* _Data records_:

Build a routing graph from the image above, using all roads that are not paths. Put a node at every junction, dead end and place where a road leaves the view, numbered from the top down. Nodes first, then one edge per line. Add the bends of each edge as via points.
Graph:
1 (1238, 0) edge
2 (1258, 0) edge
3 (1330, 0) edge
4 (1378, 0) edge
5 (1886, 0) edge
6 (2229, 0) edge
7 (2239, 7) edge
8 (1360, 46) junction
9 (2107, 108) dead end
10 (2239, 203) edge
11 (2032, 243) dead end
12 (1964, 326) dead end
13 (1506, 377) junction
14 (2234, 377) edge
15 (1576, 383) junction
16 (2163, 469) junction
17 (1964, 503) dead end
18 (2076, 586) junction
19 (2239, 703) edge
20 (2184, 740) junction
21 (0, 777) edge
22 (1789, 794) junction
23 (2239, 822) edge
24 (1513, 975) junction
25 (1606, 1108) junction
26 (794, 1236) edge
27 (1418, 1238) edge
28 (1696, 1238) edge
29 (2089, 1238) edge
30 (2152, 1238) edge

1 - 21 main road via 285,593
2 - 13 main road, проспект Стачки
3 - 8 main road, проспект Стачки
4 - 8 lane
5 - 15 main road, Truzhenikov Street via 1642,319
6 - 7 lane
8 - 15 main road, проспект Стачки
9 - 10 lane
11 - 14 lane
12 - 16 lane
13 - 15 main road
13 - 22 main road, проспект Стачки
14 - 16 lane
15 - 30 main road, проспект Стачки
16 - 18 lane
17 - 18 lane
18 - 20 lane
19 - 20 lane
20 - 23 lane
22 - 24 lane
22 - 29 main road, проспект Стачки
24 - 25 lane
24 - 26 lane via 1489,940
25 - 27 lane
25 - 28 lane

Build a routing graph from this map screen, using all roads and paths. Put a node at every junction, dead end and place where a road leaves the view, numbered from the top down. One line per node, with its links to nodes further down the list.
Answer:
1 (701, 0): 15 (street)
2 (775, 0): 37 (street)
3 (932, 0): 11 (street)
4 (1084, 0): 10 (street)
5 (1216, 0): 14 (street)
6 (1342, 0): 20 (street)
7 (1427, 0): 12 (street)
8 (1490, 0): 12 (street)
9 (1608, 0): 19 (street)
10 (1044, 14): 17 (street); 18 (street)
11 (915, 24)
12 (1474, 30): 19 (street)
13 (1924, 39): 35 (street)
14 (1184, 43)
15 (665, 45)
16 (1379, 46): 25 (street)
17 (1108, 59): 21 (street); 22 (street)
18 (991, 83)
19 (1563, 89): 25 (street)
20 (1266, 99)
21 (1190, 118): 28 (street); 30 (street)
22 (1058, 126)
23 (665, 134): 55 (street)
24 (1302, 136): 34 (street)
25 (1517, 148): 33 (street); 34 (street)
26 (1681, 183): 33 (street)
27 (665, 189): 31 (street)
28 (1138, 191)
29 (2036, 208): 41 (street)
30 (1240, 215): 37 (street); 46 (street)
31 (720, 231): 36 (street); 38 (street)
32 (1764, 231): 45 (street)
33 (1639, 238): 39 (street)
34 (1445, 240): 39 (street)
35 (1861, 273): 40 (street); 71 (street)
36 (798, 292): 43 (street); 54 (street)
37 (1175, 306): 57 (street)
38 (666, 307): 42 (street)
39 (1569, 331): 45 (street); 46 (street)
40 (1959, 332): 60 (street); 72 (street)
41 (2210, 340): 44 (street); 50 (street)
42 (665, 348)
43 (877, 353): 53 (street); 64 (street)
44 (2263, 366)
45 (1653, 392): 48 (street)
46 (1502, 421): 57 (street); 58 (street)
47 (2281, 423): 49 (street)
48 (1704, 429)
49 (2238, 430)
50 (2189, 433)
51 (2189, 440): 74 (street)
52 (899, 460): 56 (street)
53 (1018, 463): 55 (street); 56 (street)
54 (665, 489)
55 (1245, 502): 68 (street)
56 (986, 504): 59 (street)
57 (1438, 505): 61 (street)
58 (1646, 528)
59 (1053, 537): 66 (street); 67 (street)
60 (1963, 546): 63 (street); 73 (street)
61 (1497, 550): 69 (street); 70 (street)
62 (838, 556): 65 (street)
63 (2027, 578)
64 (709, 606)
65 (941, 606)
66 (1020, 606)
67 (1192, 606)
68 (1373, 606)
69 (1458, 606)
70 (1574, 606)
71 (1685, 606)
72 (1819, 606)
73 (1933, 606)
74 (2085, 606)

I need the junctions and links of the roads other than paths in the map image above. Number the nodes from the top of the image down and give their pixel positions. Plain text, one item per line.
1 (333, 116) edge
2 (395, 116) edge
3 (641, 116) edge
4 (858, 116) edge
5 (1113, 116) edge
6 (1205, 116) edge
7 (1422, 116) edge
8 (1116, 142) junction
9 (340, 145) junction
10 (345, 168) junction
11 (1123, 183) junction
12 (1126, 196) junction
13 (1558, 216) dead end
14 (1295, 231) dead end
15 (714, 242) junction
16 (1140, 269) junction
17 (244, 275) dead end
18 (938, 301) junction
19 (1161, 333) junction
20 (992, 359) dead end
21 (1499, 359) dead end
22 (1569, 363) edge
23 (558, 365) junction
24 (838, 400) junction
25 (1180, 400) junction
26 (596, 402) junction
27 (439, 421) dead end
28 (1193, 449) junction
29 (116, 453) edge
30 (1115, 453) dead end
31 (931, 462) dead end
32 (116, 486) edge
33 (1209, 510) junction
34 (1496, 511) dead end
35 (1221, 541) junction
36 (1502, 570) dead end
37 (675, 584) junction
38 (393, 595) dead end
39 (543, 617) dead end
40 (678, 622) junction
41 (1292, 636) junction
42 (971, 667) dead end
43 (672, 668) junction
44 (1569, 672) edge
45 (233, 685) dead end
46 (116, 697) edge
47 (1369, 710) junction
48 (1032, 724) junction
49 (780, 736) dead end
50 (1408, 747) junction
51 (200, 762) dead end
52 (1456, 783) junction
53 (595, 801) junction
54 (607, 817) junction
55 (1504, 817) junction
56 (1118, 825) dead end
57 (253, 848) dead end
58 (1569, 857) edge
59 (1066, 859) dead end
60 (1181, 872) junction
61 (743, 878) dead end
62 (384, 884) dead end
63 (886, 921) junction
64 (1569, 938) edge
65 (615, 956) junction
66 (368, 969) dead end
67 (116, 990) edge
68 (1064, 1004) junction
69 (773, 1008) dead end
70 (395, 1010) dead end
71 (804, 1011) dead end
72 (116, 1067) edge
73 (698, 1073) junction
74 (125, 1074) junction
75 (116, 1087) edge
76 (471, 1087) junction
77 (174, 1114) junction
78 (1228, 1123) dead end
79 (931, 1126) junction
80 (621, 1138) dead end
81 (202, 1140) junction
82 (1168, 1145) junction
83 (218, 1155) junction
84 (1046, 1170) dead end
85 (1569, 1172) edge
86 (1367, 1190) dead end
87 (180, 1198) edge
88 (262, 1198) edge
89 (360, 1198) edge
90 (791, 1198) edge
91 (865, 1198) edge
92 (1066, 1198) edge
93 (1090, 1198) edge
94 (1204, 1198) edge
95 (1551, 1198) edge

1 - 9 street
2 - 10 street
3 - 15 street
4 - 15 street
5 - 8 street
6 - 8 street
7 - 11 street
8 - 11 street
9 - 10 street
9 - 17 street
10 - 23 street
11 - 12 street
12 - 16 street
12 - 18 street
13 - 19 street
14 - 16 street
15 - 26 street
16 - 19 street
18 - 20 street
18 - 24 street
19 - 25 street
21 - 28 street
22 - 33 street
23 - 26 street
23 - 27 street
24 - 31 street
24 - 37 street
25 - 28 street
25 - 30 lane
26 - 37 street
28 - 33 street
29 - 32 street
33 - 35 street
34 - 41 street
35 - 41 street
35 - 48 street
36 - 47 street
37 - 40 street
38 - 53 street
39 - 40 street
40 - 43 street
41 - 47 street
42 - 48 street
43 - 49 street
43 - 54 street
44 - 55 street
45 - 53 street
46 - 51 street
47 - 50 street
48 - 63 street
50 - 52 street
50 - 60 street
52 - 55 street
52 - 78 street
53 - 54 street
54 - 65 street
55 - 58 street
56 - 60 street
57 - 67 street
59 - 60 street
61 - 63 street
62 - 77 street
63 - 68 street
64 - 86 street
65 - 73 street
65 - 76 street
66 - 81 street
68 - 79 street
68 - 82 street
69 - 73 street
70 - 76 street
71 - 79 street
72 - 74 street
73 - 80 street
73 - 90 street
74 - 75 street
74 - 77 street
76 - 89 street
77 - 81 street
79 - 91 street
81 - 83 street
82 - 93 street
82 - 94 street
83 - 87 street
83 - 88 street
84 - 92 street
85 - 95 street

* _Instructions for the task_:
Begin at the first line of the entries above and copy every line exactly, ending with the line that contains "Build a routing graph from this".

* _Task response_:
Build a routing graph from the image above, using all roads that are not paths. Put a node at every junction, dead end and place where a road leaves the view, numbered from the top down. Nodes first, then one edge per line. Add the bends of each edge as via points.
Graph:
1 (1238, 0) edge
2 (1258, 0) edge
3 (1330, 0) edge
4 (1378, 0) edge
5 (1886, 0) edge
6 (2229, 0) edge
7 (2239, 7) edge
8 (1360, 46) junction
9 (2107, 108) dead end
10 (2239, 203) edge
11 (2032, 243) dead end
12 (1964, 326) dead end
13 (1506, 377) junction
14 (2234, 377) edge
15 (1576, 383) junction
16 (2163, 469) junction
17 (1964, 503) dead end
18 (2076, 586) junction
19 (2239, 703) edge
20 (2184, 740) junction
21 (0, 777) edge
22 (1789, 794) junction
23 (2239, 822) edge
24 (1513, 975) junction
25 (1606, 1108) junction
26 (794, 1236) edge
27 (1418, 1238) edge
28 (1696, 1238) edge
29 (2089, 1238) edge
30 (2152, 1238) edge

1 - 21 main road via 285,593
2 - 13 main road, проспект Стачки
3 - 8 main road, проспект Стачки
4 - 8 lane
5 - 15 main road, Truzhenikov Street via 1642,319
6 - 7 lane
8 - 15 main road, проспект Стачки
9 - 10 lane
11 - 14 lane
12 - 16 lane
13 - 15 main road
13 - 22 main road, проспект Стачки
14 - 16 lane
15 - 30 main road, проспект Стачки
16 - 18 lane
17 - 18 lane
18 - 20 lane
19 - 20 lane
20 - 23 lane
22 - 24 lane
22 - 29 main road, проспект Стачки
24 - 25 lane
24 - 26 lane via 1489,940
25 - 27 lane
25 - 28 lane

Build a routing graph from this map screen, using all roads and paths. Put a node at every junction, dead end and place where a road leaves the view, numbered from the top down. One line per node, with its links to nodes further down the list.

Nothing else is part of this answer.